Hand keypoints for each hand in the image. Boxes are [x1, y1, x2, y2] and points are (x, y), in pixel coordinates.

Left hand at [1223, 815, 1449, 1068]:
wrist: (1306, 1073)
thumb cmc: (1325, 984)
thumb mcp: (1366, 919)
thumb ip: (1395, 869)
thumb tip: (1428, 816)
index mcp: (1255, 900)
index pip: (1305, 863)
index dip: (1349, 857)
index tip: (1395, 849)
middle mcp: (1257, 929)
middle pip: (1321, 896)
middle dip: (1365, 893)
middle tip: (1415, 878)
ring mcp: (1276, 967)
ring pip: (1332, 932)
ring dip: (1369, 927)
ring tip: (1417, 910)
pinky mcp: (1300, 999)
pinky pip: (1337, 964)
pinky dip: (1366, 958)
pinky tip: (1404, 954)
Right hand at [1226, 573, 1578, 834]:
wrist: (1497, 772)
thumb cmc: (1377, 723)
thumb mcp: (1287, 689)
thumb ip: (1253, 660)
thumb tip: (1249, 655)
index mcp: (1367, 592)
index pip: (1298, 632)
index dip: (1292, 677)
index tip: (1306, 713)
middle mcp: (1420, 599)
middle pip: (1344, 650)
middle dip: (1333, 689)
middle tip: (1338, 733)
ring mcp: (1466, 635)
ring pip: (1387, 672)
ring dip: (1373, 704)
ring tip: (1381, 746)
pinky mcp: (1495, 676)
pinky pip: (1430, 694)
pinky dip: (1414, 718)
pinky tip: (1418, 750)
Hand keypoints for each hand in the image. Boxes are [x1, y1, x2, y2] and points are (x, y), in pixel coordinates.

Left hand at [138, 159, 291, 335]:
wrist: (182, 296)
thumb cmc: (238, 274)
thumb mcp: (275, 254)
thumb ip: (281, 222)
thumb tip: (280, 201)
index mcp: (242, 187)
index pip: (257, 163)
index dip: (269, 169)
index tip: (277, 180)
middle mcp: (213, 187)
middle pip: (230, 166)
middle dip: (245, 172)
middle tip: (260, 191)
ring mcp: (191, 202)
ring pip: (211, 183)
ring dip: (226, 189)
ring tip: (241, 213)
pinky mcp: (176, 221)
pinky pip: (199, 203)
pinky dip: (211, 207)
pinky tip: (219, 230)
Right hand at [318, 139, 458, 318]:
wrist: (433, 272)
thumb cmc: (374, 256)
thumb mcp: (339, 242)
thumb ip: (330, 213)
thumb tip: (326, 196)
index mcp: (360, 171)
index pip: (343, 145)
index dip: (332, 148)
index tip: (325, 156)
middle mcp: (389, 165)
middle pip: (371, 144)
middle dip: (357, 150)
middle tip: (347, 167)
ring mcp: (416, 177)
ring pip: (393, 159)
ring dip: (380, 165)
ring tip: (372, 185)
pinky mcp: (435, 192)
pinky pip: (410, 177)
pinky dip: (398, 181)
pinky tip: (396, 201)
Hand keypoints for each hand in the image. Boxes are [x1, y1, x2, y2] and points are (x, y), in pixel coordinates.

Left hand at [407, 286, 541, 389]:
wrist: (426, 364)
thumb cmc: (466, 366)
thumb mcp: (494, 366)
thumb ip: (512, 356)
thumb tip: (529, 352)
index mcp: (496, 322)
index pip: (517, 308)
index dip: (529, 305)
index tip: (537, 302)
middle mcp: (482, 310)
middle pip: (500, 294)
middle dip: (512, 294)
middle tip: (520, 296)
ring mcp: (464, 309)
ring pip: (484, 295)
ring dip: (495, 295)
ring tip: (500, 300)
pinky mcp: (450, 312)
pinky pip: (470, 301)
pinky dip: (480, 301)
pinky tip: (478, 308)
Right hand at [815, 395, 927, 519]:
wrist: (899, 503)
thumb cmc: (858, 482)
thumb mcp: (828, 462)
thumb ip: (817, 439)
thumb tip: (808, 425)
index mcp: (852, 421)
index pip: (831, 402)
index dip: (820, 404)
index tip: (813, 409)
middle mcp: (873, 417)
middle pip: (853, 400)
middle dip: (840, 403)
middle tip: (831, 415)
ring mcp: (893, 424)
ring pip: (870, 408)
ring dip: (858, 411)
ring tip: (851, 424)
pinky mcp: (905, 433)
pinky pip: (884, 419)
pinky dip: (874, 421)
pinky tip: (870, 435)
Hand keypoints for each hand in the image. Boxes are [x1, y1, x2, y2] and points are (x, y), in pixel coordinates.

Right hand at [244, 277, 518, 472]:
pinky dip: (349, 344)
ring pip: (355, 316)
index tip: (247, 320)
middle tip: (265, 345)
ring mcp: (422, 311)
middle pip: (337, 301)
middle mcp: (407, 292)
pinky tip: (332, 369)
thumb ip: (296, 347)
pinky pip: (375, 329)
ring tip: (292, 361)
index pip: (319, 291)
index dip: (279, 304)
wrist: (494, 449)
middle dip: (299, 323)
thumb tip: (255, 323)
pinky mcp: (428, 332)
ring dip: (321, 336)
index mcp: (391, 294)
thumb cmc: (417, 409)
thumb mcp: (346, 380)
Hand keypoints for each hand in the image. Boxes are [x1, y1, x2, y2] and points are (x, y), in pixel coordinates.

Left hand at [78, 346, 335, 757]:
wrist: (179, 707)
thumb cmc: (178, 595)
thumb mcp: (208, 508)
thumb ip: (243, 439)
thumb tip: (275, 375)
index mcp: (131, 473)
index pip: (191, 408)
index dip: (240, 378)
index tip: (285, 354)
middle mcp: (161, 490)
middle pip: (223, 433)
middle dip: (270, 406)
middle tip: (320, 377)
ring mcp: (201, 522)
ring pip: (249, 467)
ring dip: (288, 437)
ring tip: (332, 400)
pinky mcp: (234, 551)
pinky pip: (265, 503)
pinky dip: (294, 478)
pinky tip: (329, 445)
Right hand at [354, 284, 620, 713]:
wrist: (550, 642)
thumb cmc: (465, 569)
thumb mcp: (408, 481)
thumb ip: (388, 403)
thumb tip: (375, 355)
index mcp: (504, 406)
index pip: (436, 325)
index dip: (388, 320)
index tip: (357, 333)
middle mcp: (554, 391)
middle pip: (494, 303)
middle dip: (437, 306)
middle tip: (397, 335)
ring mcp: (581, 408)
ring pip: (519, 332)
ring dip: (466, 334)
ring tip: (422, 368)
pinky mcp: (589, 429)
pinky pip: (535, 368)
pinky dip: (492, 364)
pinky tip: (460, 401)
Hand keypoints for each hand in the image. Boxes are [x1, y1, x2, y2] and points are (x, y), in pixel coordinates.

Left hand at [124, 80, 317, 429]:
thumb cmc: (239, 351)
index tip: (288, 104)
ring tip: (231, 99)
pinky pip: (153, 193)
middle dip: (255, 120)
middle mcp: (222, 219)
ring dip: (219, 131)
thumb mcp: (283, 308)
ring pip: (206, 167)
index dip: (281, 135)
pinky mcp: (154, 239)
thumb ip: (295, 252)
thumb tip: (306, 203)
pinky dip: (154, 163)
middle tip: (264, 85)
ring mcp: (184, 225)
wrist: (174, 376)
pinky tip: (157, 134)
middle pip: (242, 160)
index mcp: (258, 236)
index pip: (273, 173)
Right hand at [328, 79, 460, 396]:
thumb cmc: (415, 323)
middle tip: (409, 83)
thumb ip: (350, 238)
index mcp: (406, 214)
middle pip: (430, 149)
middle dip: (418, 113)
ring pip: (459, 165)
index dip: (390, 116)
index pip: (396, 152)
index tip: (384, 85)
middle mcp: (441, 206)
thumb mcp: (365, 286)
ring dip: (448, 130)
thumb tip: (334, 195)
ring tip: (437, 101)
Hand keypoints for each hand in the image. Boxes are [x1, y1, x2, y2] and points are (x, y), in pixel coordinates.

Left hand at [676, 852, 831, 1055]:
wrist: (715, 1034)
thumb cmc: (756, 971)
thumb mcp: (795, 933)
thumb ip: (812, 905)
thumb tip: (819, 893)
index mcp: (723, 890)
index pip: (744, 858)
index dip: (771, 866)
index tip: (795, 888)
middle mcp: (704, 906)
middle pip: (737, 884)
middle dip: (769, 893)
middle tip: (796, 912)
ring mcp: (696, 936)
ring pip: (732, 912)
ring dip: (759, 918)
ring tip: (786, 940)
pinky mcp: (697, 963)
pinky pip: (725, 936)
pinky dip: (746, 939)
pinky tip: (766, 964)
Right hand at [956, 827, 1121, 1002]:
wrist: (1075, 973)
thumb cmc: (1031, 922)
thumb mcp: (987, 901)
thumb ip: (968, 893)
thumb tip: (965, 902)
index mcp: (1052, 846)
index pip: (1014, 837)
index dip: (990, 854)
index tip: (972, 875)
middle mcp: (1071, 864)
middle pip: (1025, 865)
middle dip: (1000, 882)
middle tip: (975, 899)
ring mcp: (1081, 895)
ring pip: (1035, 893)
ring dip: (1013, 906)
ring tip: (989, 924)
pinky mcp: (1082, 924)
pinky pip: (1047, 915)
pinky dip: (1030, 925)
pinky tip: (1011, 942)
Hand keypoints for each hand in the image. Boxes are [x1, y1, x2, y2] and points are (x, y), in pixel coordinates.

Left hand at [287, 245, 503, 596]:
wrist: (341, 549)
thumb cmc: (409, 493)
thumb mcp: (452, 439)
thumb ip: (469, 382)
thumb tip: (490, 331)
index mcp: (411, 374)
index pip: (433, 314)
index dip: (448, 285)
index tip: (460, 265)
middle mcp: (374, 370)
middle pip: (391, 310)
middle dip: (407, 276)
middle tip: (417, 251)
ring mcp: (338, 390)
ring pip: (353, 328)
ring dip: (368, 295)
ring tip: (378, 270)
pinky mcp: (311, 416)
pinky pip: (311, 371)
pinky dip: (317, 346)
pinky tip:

_TASK DIRECTIONS:_ Considering only the material above, set down every line from the one with "pinky dip: (154, 163)" to the one with "middle pip: (430, 149)", inclusive, exactly as written.

_ANSWER BOX:_
pinky dip: (154, 163)
middle tip: (264, 85)
ring mcp: (184, 225)
wrist: (174, 376)
pinky tip: (157, 134)
middle pip: (242, 160)
index mcp: (258, 236)
index pip: (273, 173)
Right hand at [328, 79, 460, 396]:
thumb cmc: (415, 323)
middle tip: (409, 83)
thumb ip: (350, 238)
index mcp: (406, 214)
middle pip: (430, 149)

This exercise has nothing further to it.